Return all of the data below verbatim and exclude every picture.
(Beginning of Material shown)
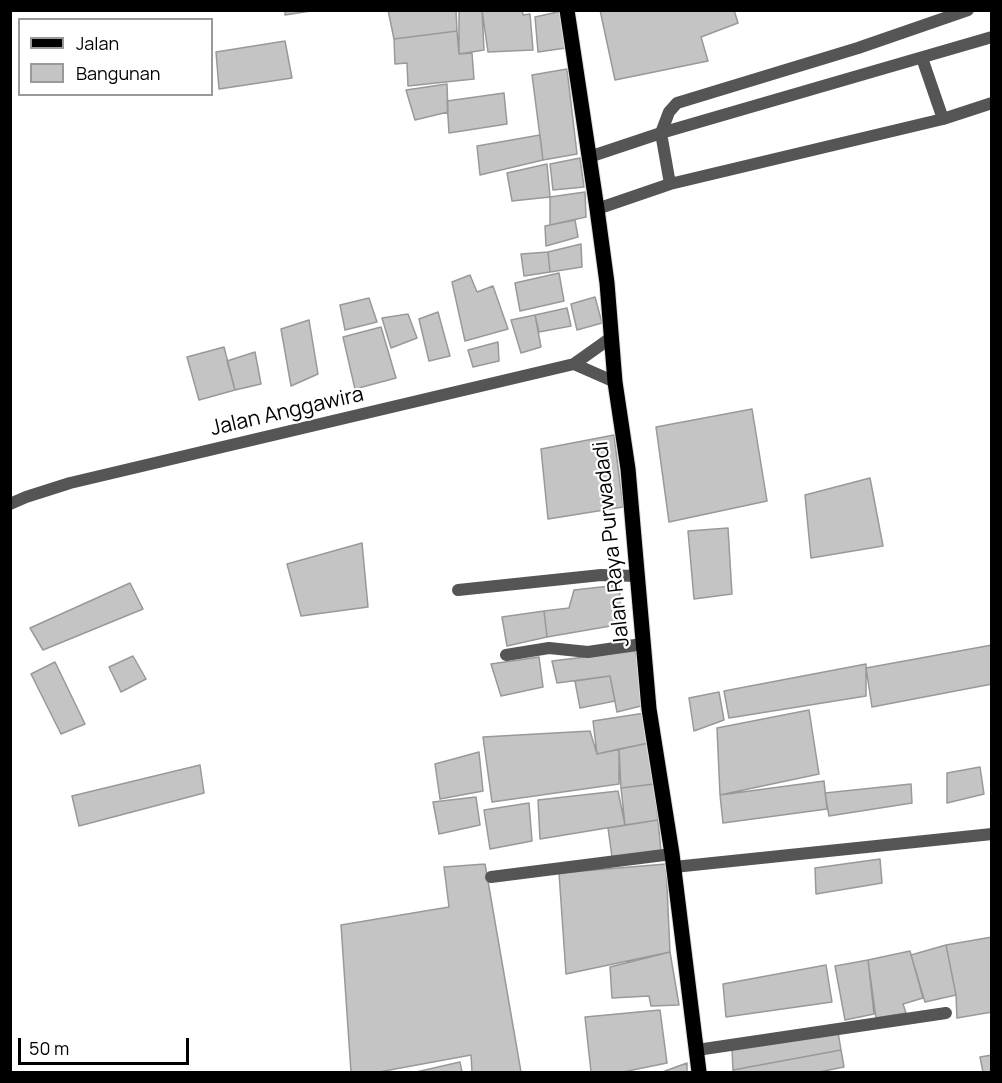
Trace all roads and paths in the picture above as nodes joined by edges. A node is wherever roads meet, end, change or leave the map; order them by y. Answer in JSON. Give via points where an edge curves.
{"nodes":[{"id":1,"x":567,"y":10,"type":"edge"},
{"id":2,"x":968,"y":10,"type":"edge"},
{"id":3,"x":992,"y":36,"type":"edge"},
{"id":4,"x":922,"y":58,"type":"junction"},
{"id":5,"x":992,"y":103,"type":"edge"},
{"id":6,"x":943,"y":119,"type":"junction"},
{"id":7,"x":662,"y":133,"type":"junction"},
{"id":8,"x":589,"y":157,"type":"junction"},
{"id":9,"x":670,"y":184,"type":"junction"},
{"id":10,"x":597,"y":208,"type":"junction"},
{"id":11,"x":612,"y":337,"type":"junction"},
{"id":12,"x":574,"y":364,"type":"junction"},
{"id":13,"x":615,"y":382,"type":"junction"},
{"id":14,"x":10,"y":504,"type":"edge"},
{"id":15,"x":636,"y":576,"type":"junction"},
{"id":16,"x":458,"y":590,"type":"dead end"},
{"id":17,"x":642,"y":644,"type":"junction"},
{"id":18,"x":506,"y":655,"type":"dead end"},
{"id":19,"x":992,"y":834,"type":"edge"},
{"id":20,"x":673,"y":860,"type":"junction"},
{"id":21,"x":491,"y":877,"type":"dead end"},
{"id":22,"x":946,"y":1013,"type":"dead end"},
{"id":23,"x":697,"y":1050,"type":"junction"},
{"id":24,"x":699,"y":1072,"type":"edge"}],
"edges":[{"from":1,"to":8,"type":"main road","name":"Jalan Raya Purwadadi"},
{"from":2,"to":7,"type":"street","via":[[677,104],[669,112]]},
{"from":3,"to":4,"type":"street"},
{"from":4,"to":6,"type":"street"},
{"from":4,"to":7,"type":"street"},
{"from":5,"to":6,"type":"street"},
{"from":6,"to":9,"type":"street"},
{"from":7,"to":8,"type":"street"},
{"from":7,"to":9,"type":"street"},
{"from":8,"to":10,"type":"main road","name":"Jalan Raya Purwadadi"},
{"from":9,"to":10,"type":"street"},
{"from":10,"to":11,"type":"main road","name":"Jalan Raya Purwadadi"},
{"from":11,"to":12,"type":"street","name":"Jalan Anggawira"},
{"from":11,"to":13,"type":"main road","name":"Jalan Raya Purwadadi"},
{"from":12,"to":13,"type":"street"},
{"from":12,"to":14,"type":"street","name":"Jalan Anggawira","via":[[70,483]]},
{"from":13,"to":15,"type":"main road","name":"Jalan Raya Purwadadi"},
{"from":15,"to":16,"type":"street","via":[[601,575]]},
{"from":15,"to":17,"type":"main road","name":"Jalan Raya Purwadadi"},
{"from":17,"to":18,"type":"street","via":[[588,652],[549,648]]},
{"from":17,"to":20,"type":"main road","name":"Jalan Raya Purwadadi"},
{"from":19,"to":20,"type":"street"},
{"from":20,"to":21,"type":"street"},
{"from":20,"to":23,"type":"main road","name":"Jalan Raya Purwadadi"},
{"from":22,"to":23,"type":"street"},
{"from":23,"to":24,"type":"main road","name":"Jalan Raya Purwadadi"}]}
(End of Material shown)
- **Answer space**
Trace all roads and paths in the picture above as nodes joined by edges. A node is wherever roads meet, end, change or leave the map; order them by y. Answer in JSON. Give via points where an edge curves.
{"nodes":[{"id":1,"x":567,"y":10,"type":"edge"},
{"id":2,"x":968,"y":10,"type":"edge"},
{"id":3,"x":992,"y":36,"type":"edge"},
{"id":4,"x":922,"y":58,"type":"junction"},
{"id":5,"x":992,"y":103,"type":"edge"},
{"id":6,"x":943,"y":119,"type":"junction"},
{"id":7,"x":662,"y":133,"type":"junction"},
{"id":8,"x":589,"y":157,"type":"junction"},
{"id":9,"x":670,"y":184,"type":"junction"},
{"id":10,"x":597,"y":208,"type":"junction"},
{"id":11,"x":612,"y":337,"type":"junction"},
{"id":12,"x":574,"y":364,"type":"junction"},
{"id":13,"x":615,"y":382,"type":"junction"},
{"id":14,"x":10,"y":504,"type":"edge"},
{"id":15,"x":636,"y":576,"type":"junction"},
{"id":16,"x":458,"y":590,"type":"dead end"},
{"id":17,"x":642,"y":644,"type":"junction"},
{"id":18,"x":506,"y":655,"type":"dead end"},
{"id":19,"x":992,"y":834,"type":"edge"},
{"id":20,"x":673,"y":860,"type":"junction"},
{"id":21,"x":491,"y":877,"type":"dead end"},
{"id":22,"x":946,"y":1013,"type":"dead end"},
{"id":23,"x":697,"y":1050,"type":"junction"},
{"id":24,"x":699,"y":1072,"type":"edge"}],
"edges":[{"from":1,"to":8,"type":"main road","name":"Jalan Raya Purwadadi"},
{"from":2,"to":7,"type":"street","via":[[677,104],[669,112]]},
{"from":3,"to":4,"type":"street"},
{"from":4,"to":6,"type":"street"},
{"from":4,"to":7,"type":"street"},
{"from":5,"to":6,"type":"street"},
{"from":6,"to":9,"type":"street"},
{"from":7,"to":8,"type":"street"},
{"from":7,"to":9,"type":"street"},
{"from":8,"to":10,"type":"main road","name":"Jalan Raya Purwadadi"},
{"from":9,"to":10,"type":"street"},
{"from":10,"to":11,"type":"main road","name":"Jalan Raya Purwadadi"},
{"from":11,"to":12,"type":"street","name":"Jalan Anggawira"},
{"from":11,"to":13,"type":"main road","name":"Jalan Raya Purwadadi"},
{"from":12,"to":13,"type":"street"},
{"from":12,"to":14,"type":"street","name":"Jalan Anggawira","via":[[70,483]]},
{"from":13,"to":15,"type":"main road","name":"Jalan Raya Purwadadi"},
{"from":15,"to":16,"type":"street","via":[[601,575]]},
{"from":15,"to":17,"type":"main road","name":"Jalan Raya Purwadadi"},
{"from":17,"to":18,"type":"street","via":[[588,652],[549,648]]},
{"from":17,"to":20,"type":"main road","name":"Jalan Raya Purwadadi"},
{"from":19,"to":20,"type":"street"},
{"from":20,"to":21,"type":"street"},
{"from":20,"to":23,"type":"main road","name":"Jalan Raya Purwadadi"},
{"from":22,"to":23,"type":"street"},
{"from":23,"to":24,"type":"main road","name":"Jalan Raya Purwadadi"}]}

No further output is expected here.